Gossip much? Use cases and bad practices for gossip protocols

time to read 5 min | 964 words

My previous few posts has talked about specific algorithms for gossip protocols, specifically: HyParView and Plumtrees. They dealt with the technical behavior of the system, the process in which we are sending data over the cluster to all the nodes. In this post, I want to talk a bit about what kind of messages we are going to send in such a system.

The obvious one is to try to keep the entire state of the system up to date using gossip. So whenever we make a change, we gossip about it to the entire network, and we are able to get to an eventually consistent system in which all nodes have roughly the same data. There is one problem with that, you now have a lot of nodes with the same data on them. At some point, that stop making sense. Usually gossip is used when you have a large group of servers, and just keep all the data on all the nodes is not a good idea unless your data set is very small.

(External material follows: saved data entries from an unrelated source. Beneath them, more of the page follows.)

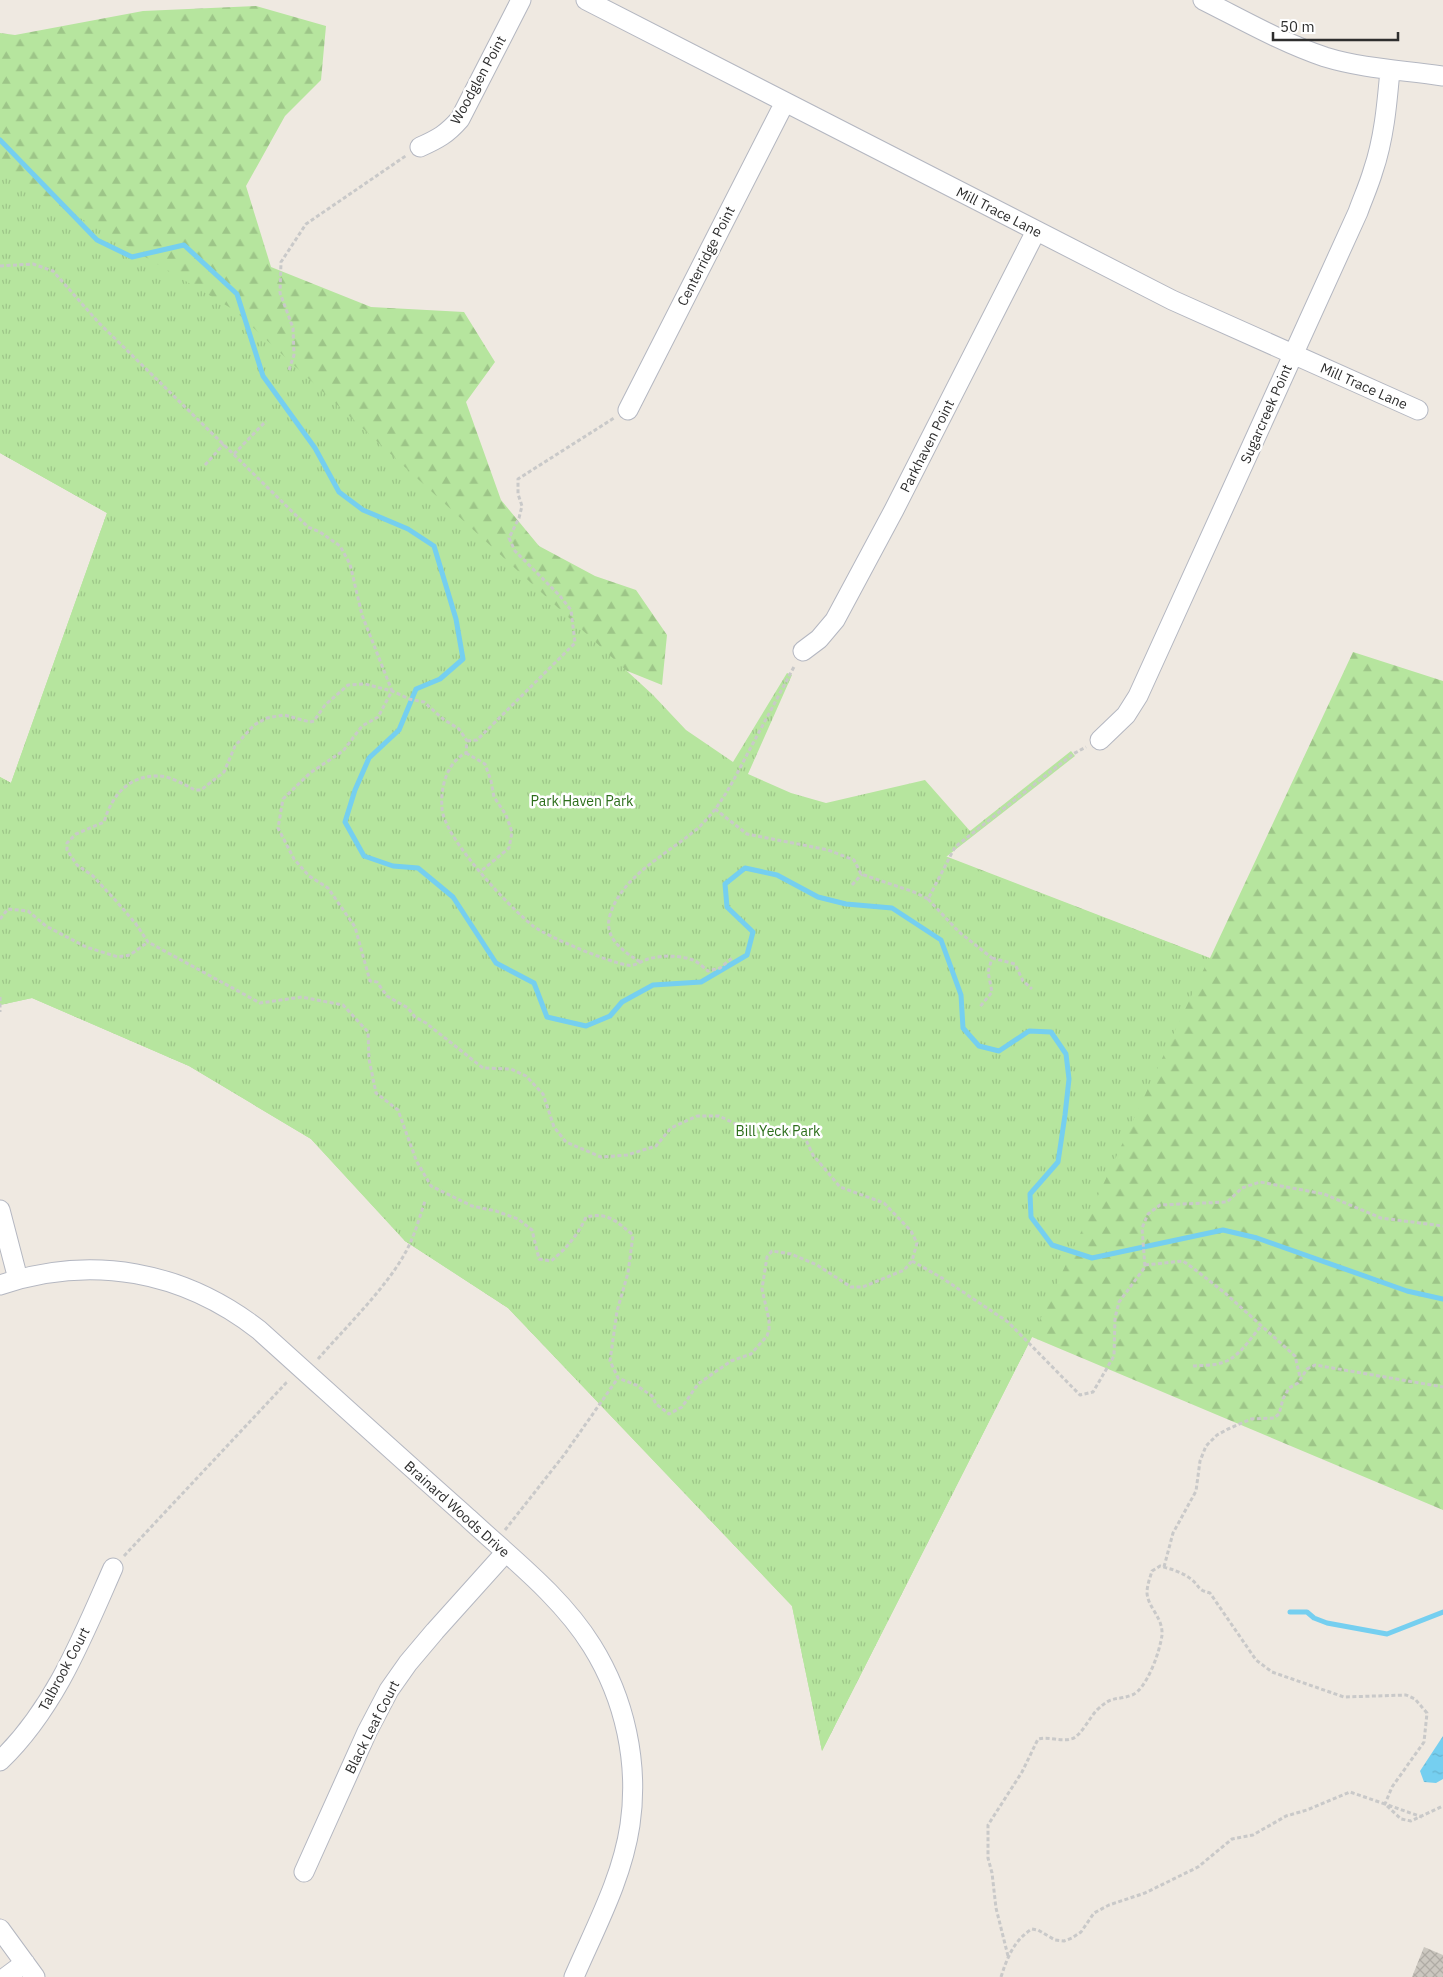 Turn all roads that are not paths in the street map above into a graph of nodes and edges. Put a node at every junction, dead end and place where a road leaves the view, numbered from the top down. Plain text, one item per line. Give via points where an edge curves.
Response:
1 (521, 0) edge
2 (586, 0) edge
3 (1203, 0) edge
4 (1390, 70) junction
5 (1443, 76) edge
6 (785, 102) junction
7 (420, 147) road end
8 (1036, 231) junction
9 (1293, 354) junction
10 (628, 410) road end
11 (1418, 410) dead end
12 (802, 651) road end
13 (1100, 740) road end
14 (0, 1210) edge
15 (9, 1282) edge
16 (500, 1548) junction
17 (114, 1568) road end
18 (0, 1761) edge
19 (304, 1872) dead end
20 (0, 1928) edge
21 (30, 1970) edge
22 (6, 1977) edge
23 (574, 1977) edge

1 - 7 street, Woodglen Point via 460,119 439,139
2 - 6 street, Mill Trace Lane
3 - 4 street via 1326,57
4 - 5 street
4 - 9 street, Sugarcreek Point via 1374,170
6 - 8 street, Mill Trace Lane
6 - 10 street, Centerridge Point
8 - 9 street, Mill Trace Lane via 1172,300
8 - 12 street, Parkhaven Point via 835,620 819,639
9 - 11 street, Mill Trace Lane
9 - 13 street, Sugarcreek Point via 1138,696 1126,715
14 - 15 street
15 - 16 street, Brainard Woods Drive via 46,1273 90,1269 126,1271 178,1284 206,1296 245,1319
16 - 19 street, Black Leaf Court via 389,1690
16 - 23 street, Brainard Woods Drive via 556,1600 592,1645 618,1700 628,1736 632,1798 624,1858
17 - 18 street, Talbrook Court via 65,1673 38,1716
20 - 21 street
21 - 22 street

So you don’t do that.  Gossip is usually used to disseminate a small data set, one that can fit comfortably inside a single machine (usually it is a very small data set, a few hundred MB at most). Let us consider a few types of messages that would fit in a gossip setting.

The obvious example is the actual topology of the whole network. A node joining up the cluster will announce its presence, and that will percolate to the entire cluster, eventually. That can allow you to have an idea (note, this isn’t a certainty) about what is the structure of the cluster, and maybe make decisions based on it.

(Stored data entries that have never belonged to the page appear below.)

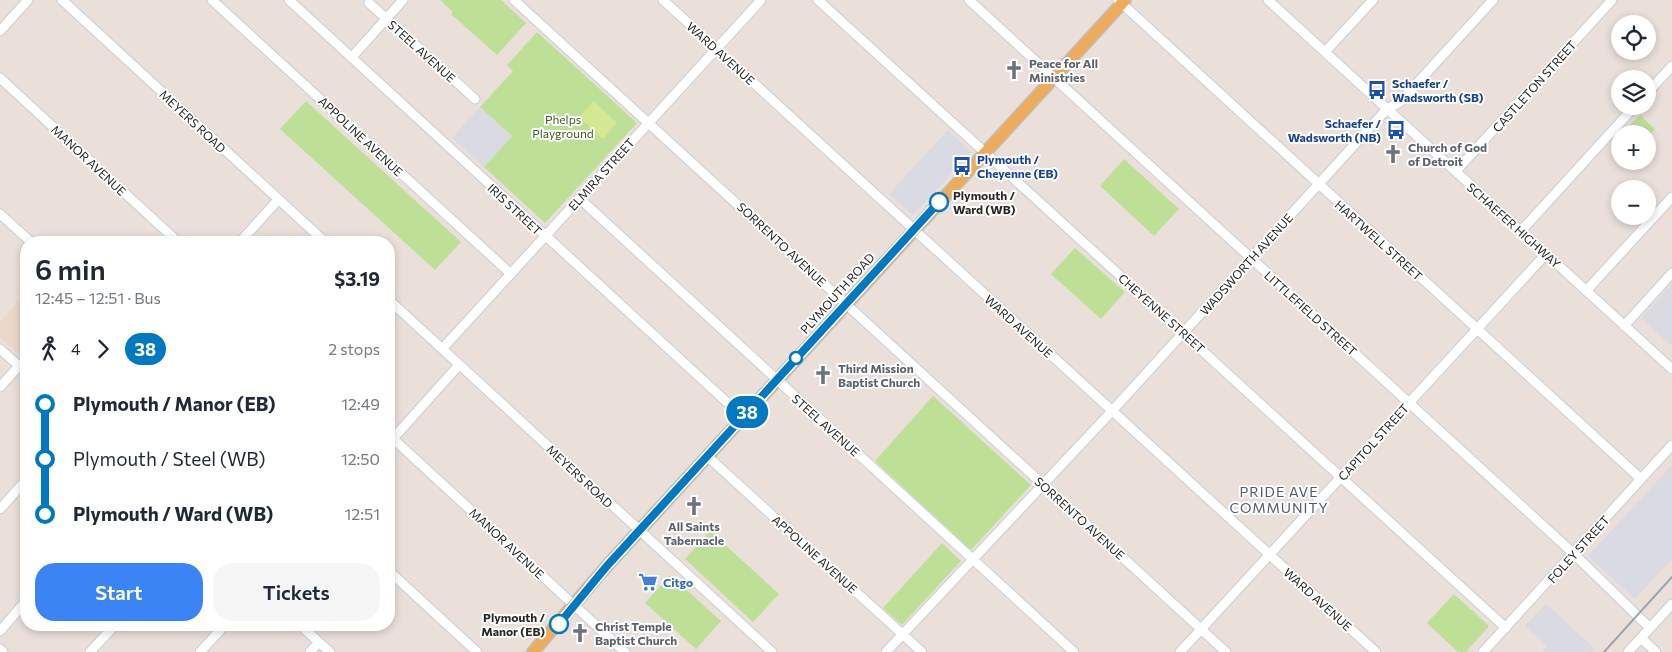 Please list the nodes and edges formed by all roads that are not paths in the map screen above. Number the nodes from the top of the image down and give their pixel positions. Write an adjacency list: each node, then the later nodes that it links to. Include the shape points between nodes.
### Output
1 (28, 0): 18 (street)
2 (62, 0): 35 (street, MEYERS ROAD)
3 (212, 0): 47 (street, APPOLINE AVENUE)
4 (289, 0): 21 (street, IRIS STREET)
5 (403, 0): 17 (street)
6 (514, 0): 29 (street, SORRENTO AVENUE)
7 (663, 0): 19 (street, WARD AVENUE)
8 (761, 0): 19 (street, ELMIRA STREET)
9 (818, 0): 30 (street, CHEYENNE STREET)
10 (969, 0): 24 (street, LITTLEFIELD STREET)
11 (1268, 0): 20 (street, SCHAEFER HIGHWAY)
12 (1373, 0): 20 (street)
13 (1493, 0): 27 (street, WADSWORTH AVENUE, via 1400,102)
14 (1612, 0): 31 (street, CASTLETON STREET)
15 (1121, 1): 24 (main road, PLYMOUTH ROAD); 32 (street, HARTWELL STREET)
16 (369, 3): 17 (street, STEEL AVENUE)
17 (386, 18): 21 (street); 26 (street, STEEL AVENUE)
18 (0, 31)
19 (716, 49): 29 (street, ELMIRA STREET); 37 (street, WARD AVENUE)
20 (1325, 52): 27 (street, SCHAEFER HIGHWAY)
21 (352, 57): 43 (street, IRIS STREET)
22 (1672, 66): 25 (street)
23 (0, 78): 40 (street, MANOR AVENUE)
24 (1054, 78): 30 (main road, PLYMOUTH ROAD); 45 (street, LITTLEFIELD STREET)
25 (1656, 83)
26 (475, 99)
27 (1387, 109): 31 (street, SCHAEFER HIGHWAY); 32 (street, WADSWORTH AVENUE)
28 (1627, 115): 38 (street)
29 (648, 122): 34 (street, ELMIRA STREET); 49 (street, SORRENTO AVENUE)
30 (985, 152): 37 (main road, PLYMOUTH ROAD); 53 (street, CHEYENNE STREET)
31 (1456, 172): 38 (street, SCHAEFER HIGHWAY)
32 (1319, 184): 45 (street, WADSWORTH AVENUE); 52 (street, HARTWELL STREET)
33 (1672, 197): 48 (street)
34 (579, 198): 43 (street, ELMIRA STREET); 59 (street, STEEL AVENUE)
35 (278, 200): 41 (street); 42 (street, MEYERS ROAD)
36 (0, 214): 39 (street)
37 (914, 229): 49 (main road, PLYMOUTH ROAD); 62 (street, WARD AVENUE)
38 (1521, 231): 44 (street, SCHAEFER HIGHWAY)
39 (24, 236)
40 (171, 236)
41 (245, 236)
42 (318, 236)
43 (544, 236): 47 (street, ELMIRA STREET); 63 (street, IRIS STREET)
44 (1546, 254): 48 (street, SCHAEFER HIGHWAY); 52 (street, CAPITOL STREET)
45 (1251, 258): 53 (street, WADSWORTH AVENUE); 61 (street, LITTLEFIELD STREET)
46 (1672, 273): 51 (street)
47 (511, 274): 55 (street, ELMIRA STREET)
48 (1586, 291): 51 (street, SCHAEFER HIGHWAY)
49 (846, 304): 59 (main road, PLYMOUTH ROAD); 70 (street, SORRENTO AVENUE)
50 (395, 306): 55 (street, MEYERS ROAD)
51 (1624, 326): 58 (street, SCHAEFER HIGHWAY)
52 (1477, 329): 61 (street, CAPITOL STREET); 69 (street, HARTWELL STREET)
53 (1183, 332): 62 (street, WADSWORTH AVENUE); 68 (street, CHEYENNE STREET)
54 (0, 348): 57 (street)
55 (442, 349): 56 (street, MEYERS ROAD)
56 (459, 365): 64 (street); 73 (street, MEYERS ROAD)
57 (19, 366): 60 (street)
58 (1672, 369)
59 (776, 380): 63 (main road, PLYMOUTH ROAD); 76 (street, STEEL AVENUE)
60 (0, 387)
61 (1409, 403): 68 (street, CAPITOL STREET); 74 (street, LITTLEFIELD STREET)
62 (1112, 411): 70 (street, WADSWORTH AVENUE); 75 (street, WARD AVENUE)
63 (742, 417): 67 (main road, PLYMOUTH ROAD)
64 (395, 434)
65 (395, 444): 79 (street, MANOR AVENUE)
66 (1672, 445): 69 (street, FOLEY STREET)
67 (707, 456): 73 (main road, PLYMOUTH ROAD); 88 (street, APPOLINE AVENUE)
68 (1342, 478): 75 (street, CAPITOL STREET); 81 (street, CHEYENNE STREET)
69 (1641, 479): 74 (street, FOLEY STREET)
70 (1043, 484): 76 (street, WADSWORTH AVENUE); 83 (street, SORRENTO AVENUE)
71 (20, 487): 72 (street)
72 (0, 509)
73 (639, 531): 79 (main road, PLYMOUTH ROAD); 100 (street, MEYERS ROAD)
74 (1574, 553): 81 (street, FOLEY STREET); 82 (street, LITTLEFIELD STREET)
75 (1270, 555): 83 (street, CAPITOL STREET); 106 (street, WARD AVENUE)
76 (973, 559): 88 (street); 103 (street, STEEL AVENUE)
77 (395, 577): 97 (street)
78 (1672, 604): 82 (street)
79 (574, 606): 98 (main road, PLYMOUTH ROAD); 99 (street, MANOR AVENUE)
80 (20, 608): 84 (street)
81 (1506, 628): 107 (street, FOLEY STREET)
82 (1650, 628): 89 (street)
83 (1201, 629): 104 (street, CAPITOL STREET); 105 (street, SORRENTO AVENUE)
84 (0, 630)
85 (109, 631): 93 (street)
86 (219, 631): 94 (street)
87 (307, 631): 90 (street)
88 (903, 634): 101 (street); 102 (street, APPOLINE AVENUE)
89 (1641, 638): 108 (street); 109 (street)
90 (319, 642): 95 (street); 96 (street)
91 (0, 649): 92 (street)
92 (4, 652)
93 (90, 652)
94 (200, 652)
95 (310, 652)
96 (330, 652)
97 (477, 652)
98 (534, 652)
99 (625, 652)
100 (772, 652)
101 (886, 652)
102 (922, 652)
103 (1074, 652)
104 (1180, 652)
105 (1226, 652)
106 (1376, 652)
107 (1483, 652)
108 (1628, 652)
109 (1656, 652)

The system wide configuration data is also a good candidate for gossip, for example, you can use gossip as a distributed service locator in the cluster. Whenever a new SMTP server comes online, it announces itself via gossip to the cluster. It is added to the list of SMTP servers in all the nodes that heard about it, and then it get used. In this kind of system, you have to take into account that servers can be down for a long period of time, and miss up on messages. Gossip does not guarantee that the messages will arrive, after all. Oh, it is going to do its best, but you need to also build an anti entropy system. If a server finds that it missed up on too much, it can request one of its peers to send it a full snapshot of the current global state as that peer know it.

Going in the same vein, nodes can gossip about the health state of the network. If I’m trying to send an email via an SMTP server, and it is down, I’m going to try another server, and let the network know that I’ve failed to talk to that particular server. If enough nodes fail to communicate with the server, that become part of the state of the system, so nodes that learned about it can avoid that server for a period of time.

Moving into a different direction, you can also do gossip queries, that can be done by sending a gossip message on the cluster with a specific query to it. A typical example might be “which node has a free 10GB that I can use?”. Such queries typically carry with them a timeout element. You send the query, and any matches are sent back to (either directly or also via gossip). After a predefined timeout, you can assume that you got all the replies that you are going to get, so you can operate on that. More interesting is when you want to query for the actual data held in each node. If we want to find all the users who logged in today, for example.

The problem with doing something like that is that you might have a large result set, and you’ll need to have some way to work with that. You don’t want to send it all to a single destination, and what would you do with it, anyway? For that reason, most of the time gossip queries are actually aggregation. We can use that to get an estimate of certain things in our cluster. If we wanted to get the number of users per country, that would be a good candidate for this, for example. Note that you won’t necessarily get accurate results, if you have failures, so there are aggregation methods for getting a good probability of the actual value.

For fun, here is an interesting exercise. Look at trending topics in a large number of conversations. In this case, whenever you would get a new message, you would analyze the topics for this message, and periodically (every second, let us say), you’ll gossip to your peers about this. In this case, we don’t just blindly pass the gossip between nodes. Instead, we’ll use a slightly different method. Each second, every node will contact its peers to send them the current trending topics in the node. Each time the trending topics change, a version number is incremented. In addition, the node also send its peer the node ids and versions of the messages it got from other nodes. The peer, in reply, will send a confirmation about all the node ids and versions that it has. So the origin node can fill in about any new information that it go, or ask to get updates for information that it doesn’t have.

This reduce the number of updates that flow throughout the cluster, while still maintain an eventually consistent model. We’ll be able to tell, from each node, what are the current trending topics globally.